Famous Trees of Texas – Goose Island Oak

On the gulf coast of Texas, there is one of the largest live oak trees in the state. The tree is protected from man but not the elements of nature. In the 1960s, the Goose Island Oak was recognized by the organization American Forests as the largest live oak in the United States.

This legendary tree was once a place where the cannibalistic Karankawa tribe held councils and pagan ceremonies. During those ceremonies, they would devour their enemies and, sometimes, members of their own tribe. The Goose Oak also can be called a hanging tree. It was a rendezvous of the Comanche Indians so the tree has quite the bloody history.

Earlier visitors to the tree may have included the Spanish explorer Cabeza de Vaca in 1528 and Sieur de La Salle in 1684. Governor Alonso de Leon, who came in 1689 to find La Salle, found instead the ruins of St. Louis and rescued the only three survivors from La Salle’s colony, which had been laid to waste by the Karankawas.

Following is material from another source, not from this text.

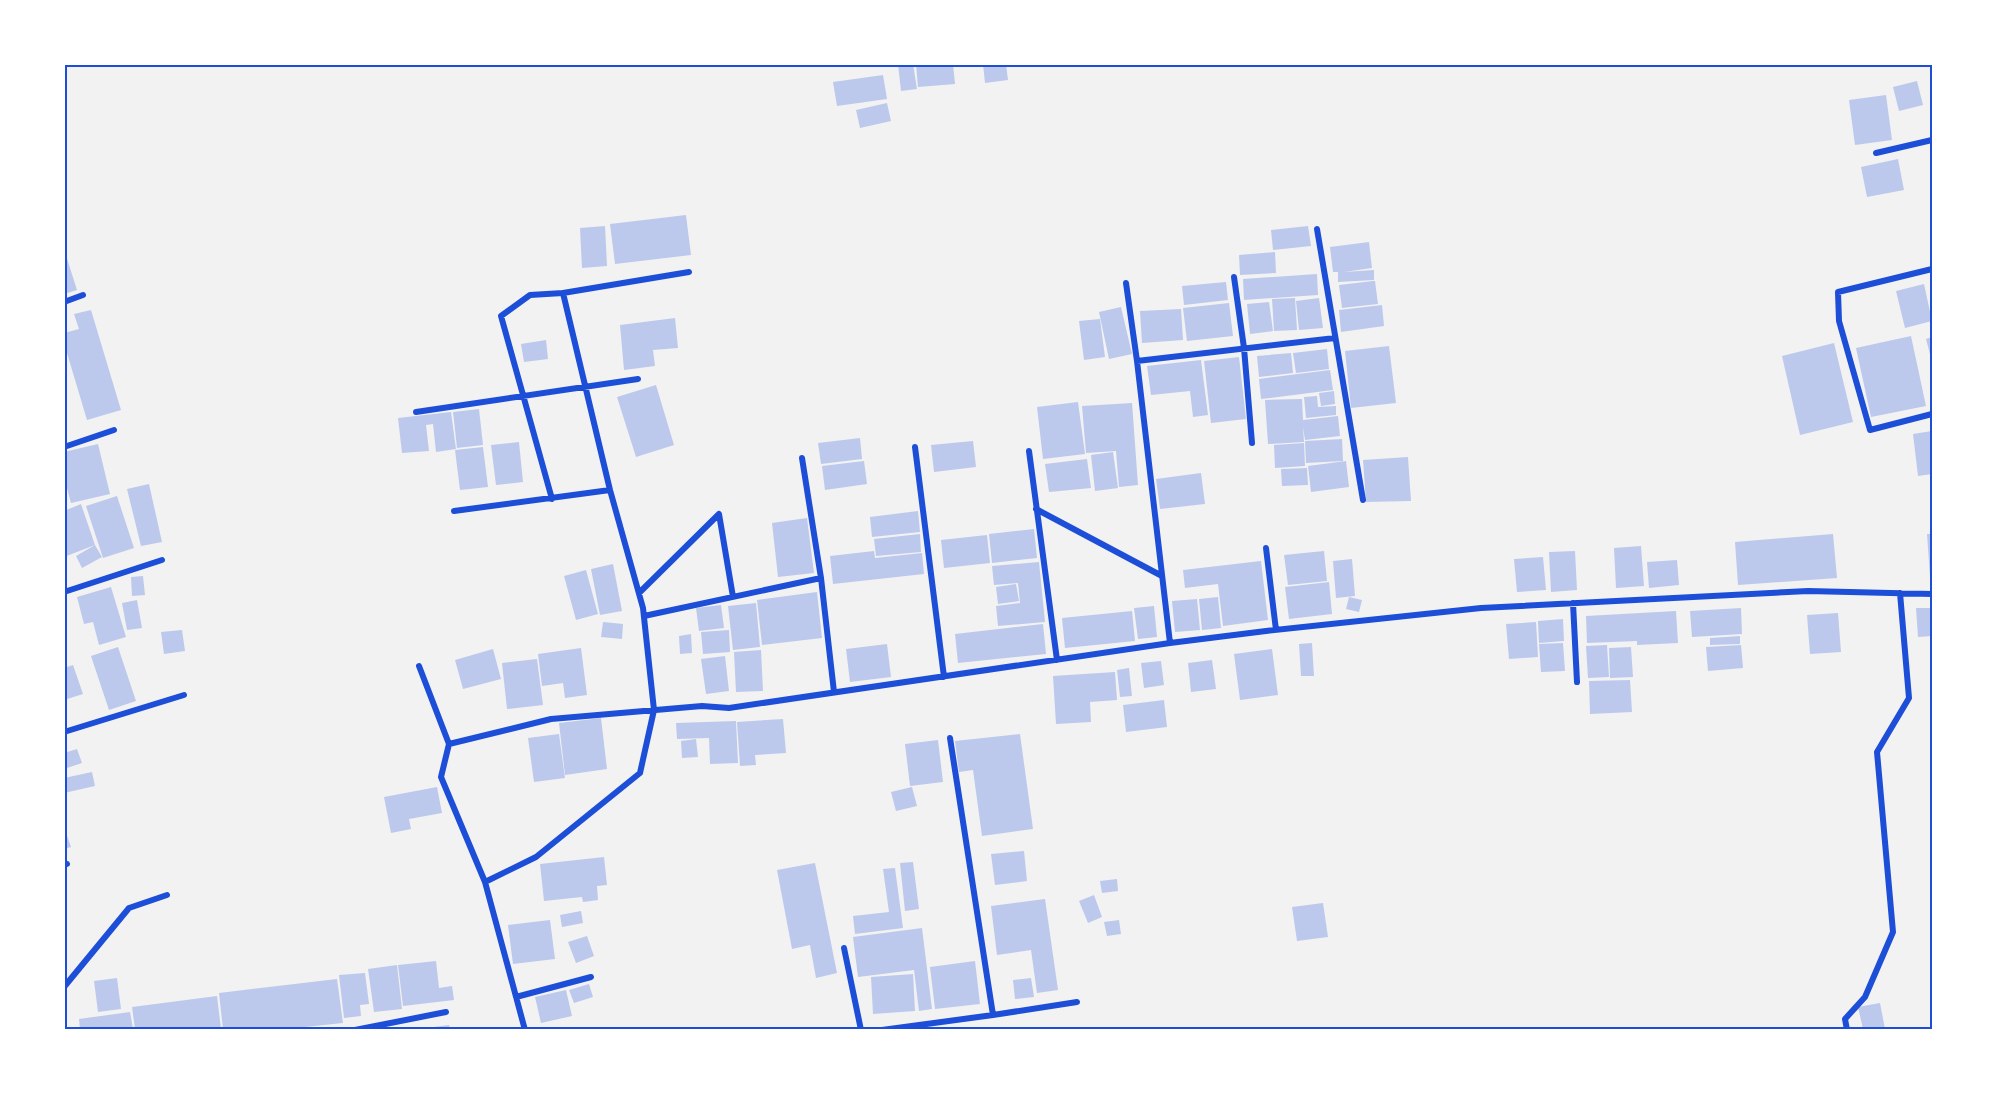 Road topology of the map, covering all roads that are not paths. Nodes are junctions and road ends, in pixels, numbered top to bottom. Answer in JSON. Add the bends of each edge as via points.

Sometimes, the Goose Island Oak is referred to as the “Bishop’s Tree” because a Catholic bishop’s home or chapel stood nearby in the abandoned townsite of Lamar. The name “Lamar Oak” was probably derived from this town, which flourished in the 1830s. In this day and age, the tree is usually called the “Big Tree.”

In 1966, this former National Champion live oak measured in at 421 ¼ inches in circumference. It was also 44 feet high and had a crown spread of nearly 90 feet. No one has accurately determined its age; however, estimates place it at as much as 1,100 years old.

The “Big Tree” is located at the Goose Island State Park near Rockport. Signs inside the park direct visitors to the site.